Problem: Repeat each entry verbatim.
^^^^^^^^
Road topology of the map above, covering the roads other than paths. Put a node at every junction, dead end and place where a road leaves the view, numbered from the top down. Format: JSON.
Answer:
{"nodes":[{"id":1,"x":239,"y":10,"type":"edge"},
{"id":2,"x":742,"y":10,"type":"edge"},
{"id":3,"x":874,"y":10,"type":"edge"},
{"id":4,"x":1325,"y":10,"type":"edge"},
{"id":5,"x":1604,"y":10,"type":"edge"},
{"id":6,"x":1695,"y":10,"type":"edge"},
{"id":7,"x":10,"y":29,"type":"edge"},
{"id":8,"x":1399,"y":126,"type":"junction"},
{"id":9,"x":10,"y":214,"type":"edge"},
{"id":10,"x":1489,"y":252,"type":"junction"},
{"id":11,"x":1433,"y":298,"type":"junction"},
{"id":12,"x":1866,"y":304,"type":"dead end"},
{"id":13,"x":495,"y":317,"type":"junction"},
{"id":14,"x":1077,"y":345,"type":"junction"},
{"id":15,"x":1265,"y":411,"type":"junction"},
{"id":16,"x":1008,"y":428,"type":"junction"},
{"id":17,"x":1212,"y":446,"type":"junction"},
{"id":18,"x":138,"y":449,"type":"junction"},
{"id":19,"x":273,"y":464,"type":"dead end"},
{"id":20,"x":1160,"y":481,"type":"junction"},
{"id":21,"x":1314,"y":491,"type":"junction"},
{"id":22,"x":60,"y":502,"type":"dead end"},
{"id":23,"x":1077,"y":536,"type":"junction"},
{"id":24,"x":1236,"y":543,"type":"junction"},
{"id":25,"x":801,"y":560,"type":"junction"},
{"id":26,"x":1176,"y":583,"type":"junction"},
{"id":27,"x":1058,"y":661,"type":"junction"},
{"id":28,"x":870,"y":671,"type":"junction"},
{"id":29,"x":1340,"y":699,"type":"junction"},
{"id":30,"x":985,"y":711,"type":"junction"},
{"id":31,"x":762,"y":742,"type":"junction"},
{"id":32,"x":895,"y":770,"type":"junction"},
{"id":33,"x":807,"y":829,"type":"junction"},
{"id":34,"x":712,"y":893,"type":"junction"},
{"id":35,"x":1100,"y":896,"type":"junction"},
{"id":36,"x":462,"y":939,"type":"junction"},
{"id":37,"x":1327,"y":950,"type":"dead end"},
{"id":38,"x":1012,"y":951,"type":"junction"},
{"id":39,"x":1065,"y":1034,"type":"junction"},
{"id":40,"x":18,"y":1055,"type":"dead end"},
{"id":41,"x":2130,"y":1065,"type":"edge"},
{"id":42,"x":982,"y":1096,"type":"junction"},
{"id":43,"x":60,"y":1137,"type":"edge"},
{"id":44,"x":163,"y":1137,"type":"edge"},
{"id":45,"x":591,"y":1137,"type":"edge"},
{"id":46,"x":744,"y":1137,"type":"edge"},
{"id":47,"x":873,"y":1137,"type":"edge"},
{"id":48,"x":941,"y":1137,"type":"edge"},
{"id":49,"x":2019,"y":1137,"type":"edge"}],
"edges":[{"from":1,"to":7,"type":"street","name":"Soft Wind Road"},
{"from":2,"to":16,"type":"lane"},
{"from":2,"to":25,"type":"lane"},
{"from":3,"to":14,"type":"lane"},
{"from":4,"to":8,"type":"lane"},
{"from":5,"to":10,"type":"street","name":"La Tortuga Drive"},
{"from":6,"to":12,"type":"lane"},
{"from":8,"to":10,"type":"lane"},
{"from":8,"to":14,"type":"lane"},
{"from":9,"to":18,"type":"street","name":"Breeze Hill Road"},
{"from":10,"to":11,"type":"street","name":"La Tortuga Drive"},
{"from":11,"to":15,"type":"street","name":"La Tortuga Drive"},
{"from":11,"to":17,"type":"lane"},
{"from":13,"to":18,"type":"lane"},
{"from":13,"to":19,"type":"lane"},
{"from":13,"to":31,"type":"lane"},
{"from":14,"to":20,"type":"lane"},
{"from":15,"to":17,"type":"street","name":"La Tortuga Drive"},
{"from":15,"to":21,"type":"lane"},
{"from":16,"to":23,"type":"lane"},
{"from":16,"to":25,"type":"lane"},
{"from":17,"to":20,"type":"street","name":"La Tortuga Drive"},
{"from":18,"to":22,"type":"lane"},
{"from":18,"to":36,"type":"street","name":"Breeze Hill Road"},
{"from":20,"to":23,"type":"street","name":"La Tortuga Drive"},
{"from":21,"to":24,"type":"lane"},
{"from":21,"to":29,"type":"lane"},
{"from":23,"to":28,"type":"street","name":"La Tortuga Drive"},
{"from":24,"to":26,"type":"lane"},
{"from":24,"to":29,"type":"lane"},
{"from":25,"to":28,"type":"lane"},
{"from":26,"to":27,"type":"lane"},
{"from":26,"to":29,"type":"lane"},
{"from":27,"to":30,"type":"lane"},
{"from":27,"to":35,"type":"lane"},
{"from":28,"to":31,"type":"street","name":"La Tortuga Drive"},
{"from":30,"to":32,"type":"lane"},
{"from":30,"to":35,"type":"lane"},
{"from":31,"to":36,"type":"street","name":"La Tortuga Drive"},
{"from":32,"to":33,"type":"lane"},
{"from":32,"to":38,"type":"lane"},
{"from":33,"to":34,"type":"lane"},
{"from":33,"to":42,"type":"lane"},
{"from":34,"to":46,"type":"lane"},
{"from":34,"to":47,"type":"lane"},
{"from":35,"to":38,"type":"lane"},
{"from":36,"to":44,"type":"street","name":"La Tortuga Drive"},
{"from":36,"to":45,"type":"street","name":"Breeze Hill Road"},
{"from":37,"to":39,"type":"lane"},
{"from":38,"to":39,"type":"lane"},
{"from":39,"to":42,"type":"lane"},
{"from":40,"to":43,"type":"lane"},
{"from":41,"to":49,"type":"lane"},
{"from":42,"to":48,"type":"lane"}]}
^^^^^^^^
Answer to this problem:
Road topology of the map above, covering the roads other than paths. Put a node at every junction, dead end and place where a road leaves the view, numbered from the top down. Format: JSON.
Answer:
{"nodes":[{"id":1,"x":239,"y":10,"type":"edge"},
{"id":2,"x":742,"y":10,"type":"edge"},
{"id":3,"x":874,"y":10,"type":"edge"},
{"id":4,"x":1325,"y":10,"type":"edge"},
{"id":5,"x":1604,"y":10,"type":"edge"},
{"id":6,"x":1695,"y":10,"type":"edge"},
{"id":7,"x":10,"y":29,"type":"edge"},
{"id":8,"x":1399,"y":126,"type":"junction"},
{"id":9,"x":10,"y":214,"type":"edge"},
{"id":10,"x":1489,"y":252,"type":"junction"},
{"id":11,"x":1433,"y":298,"type":"junction"},
{"id":12,"x":1866,"y":304,"type":"dead end"},
{"id":13,"x":495,"y":317,"type":"junction"},
{"id":14,"x":1077,"y":345,"type":"junction"},
{"id":15,"x":1265,"y":411,"type":"junction"},
{"id":16,"x":1008,"y":428,"type":"junction"},
{"id":17,"x":1212,"y":446,"type":"junction"},
{"id":18,"x":138,"y":449,"type":"junction"},
{"id":19,"x":273,"y":464,"type":"dead end"},
{"id":20,"x":1160,"y":481,"type":"junction"},
{"id":21,"x":1314,"y":491,"type":"junction"},
{"id":22,"x":60,"y":502,"type":"dead end"},
{"id":23,"x":1077,"y":536,"type":"junction"},
{"id":24,"x":1236,"y":543,"type":"junction"},
{"id":25,"x":801,"y":560,"type":"junction"},
{"id":26,"x":1176,"y":583,"type":"junction"},
{"id":27,"x":1058,"y":661,"type":"junction"},
{"id":28,"x":870,"y":671,"type":"junction"},
{"id":29,"x":1340,"y":699,"type":"junction"},
{"id":30,"x":985,"y":711,"type":"junction"},
{"id":31,"x":762,"y":742,"type":"junction"},
{"id":32,"x":895,"y":770,"type":"junction"},
{"id":33,"x":807,"y":829,"type":"junction"},
{"id":34,"x":712,"y":893,"type":"junction"},
{"id":35,"x":1100,"y":896,"type":"junction"},
{"id":36,"x":462,"y":939,"type":"junction"},
{"id":37,"x":1327,"y":950,"type":"dead end"},
{"id":38,"x":1012,"y":951,"type":"junction"},
{"id":39,"x":1065,"y":1034,"type":"junction"},
{"id":40,"x":18,"y":1055,"type":"dead end"},
{"id":41,"x":2130,"y":1065,"type":"edge"},
{"id":42,"x":982,"y":1096,"type":"junction"},
{"id":43,"x":60,"y":1137,"type":"edge"},
{"id":44,"x":163,"y":1137,"type":"edge"},
{"id":45,"x":591,"y":1137,"type":"edge"},
{"id":46,"x":744,"y":1137,"type":"edge"},
{"id":47,"x":873,"y":1137,"type":"edge"},
{"id":48,"x":941,"y":1137,"type":"edge"},
{"id":49,"x":2019,"y":1137,"type":"edge"}],
"edges":[{"from":1,"to":7,"type":"street","name":"Soft Wind Road"},
{"from":2,"to":16,"type":"lane"},
{"from":2,"to":25,"type":"lane"},
{"from":3,"to":14,"type":"lane"},
{"from":4,"to":8,"type":"lane"},
{"from":5,"to":10,"type":"street","name":"La Tortuga Drive"},
{"from":6,"to":12,"type":"lane"},
{"from":8,"to":10,"type":"lane"},
{"from":8,"to":14,"type":"lane"},
{"from":9,"to":18,"type":"street","name":"Breeze Hill Road"},
{"from":10,"to":11,"type":"street","name":"La Tortuga Drive"},
{"from":11,"to":15,"type":"street","name":"La Tortuga Drive"},
{"from":11,"to":17,"type":"lane"},
{"from":13,"to":18,"type":"lane"},
{"from":13,"to":19,"type":"lane"},
{"from":13,"to":31,"type":"lane"},
{"from":14,"to":20,"type":"lane"},
{"from":15,"to":17,"type":"street","name":"La Tortuga Drive"},
{"from":15,"to":21,"type":"lane"},
{"from":16,"to":23,"type":"lane"},
{"from":16,"to":25,"type":"lane"},
{"from":17,"to":20,"type":"street","name":"La Tortuga Drive"},
{"from":18,"to":22,"type":"lane"},
{"from":18,"to":36,"type":"street","name":"Breeze Hill Road"},
{"from":20,"to":23,"type":"street","name":"La Tortuga Drive"},
{"from":21,"to":24,"type":"lane"},
{"from":21,"to":29,"type":"lane"},
{"from":23,"to":28,"type":"street","name":"La Tortuga Drive"},
{"from":24,"to":26,"type":"lane"},
{"from":24,"to":29,"type":"lane"},
{"from":25,"to":28,"type":"lane"},
{"from":26,"to":27,"type":"lane"},
{"from":26,"to":29,"type":"lane"},
{"from":27,"to":30,"type":"lane"},
{"from":27,"to":35,"type":"lane"},
{"from":28,"to":31,"type":"street","name":"La Tortuga Drive"},
{"from":30,"to":32,"type":"lane"},
{"from":30,"to":35,"type":"lane"},
{"from":31,"to":36,"type":"street","name":"La Tortuga Drive"},
{"from":32,"to":33,"type":"lane"},
{"from":32,"to":38,"type":"lane"},
{"from":33,"to":34,"type":"lane"},
{"from":33,"to":42,"type":"lane"},
{"from":34,"to":46,"type":"lane"},
{"from":34,"to":47,"type":"lane"},
{"from":35,"to":38,"type":"lane"},
{"from":36,"to":44,"type":"street","name":"La Tortuga Drive"},
{"from":36,"to":45,"type":"street","name":"Breeze Hill Road"},
{"from":37,"to":39,"type":"lane"},
{"from":38,"to":39,"type":"lane"},
{"from":39,"to":42,"type":"lane"},
{"from":40,"to":43,"type":"lane"},
{"from":41,"to":49,"type":"lane"},
{"from":42,"to":48,"type":"lane"}]}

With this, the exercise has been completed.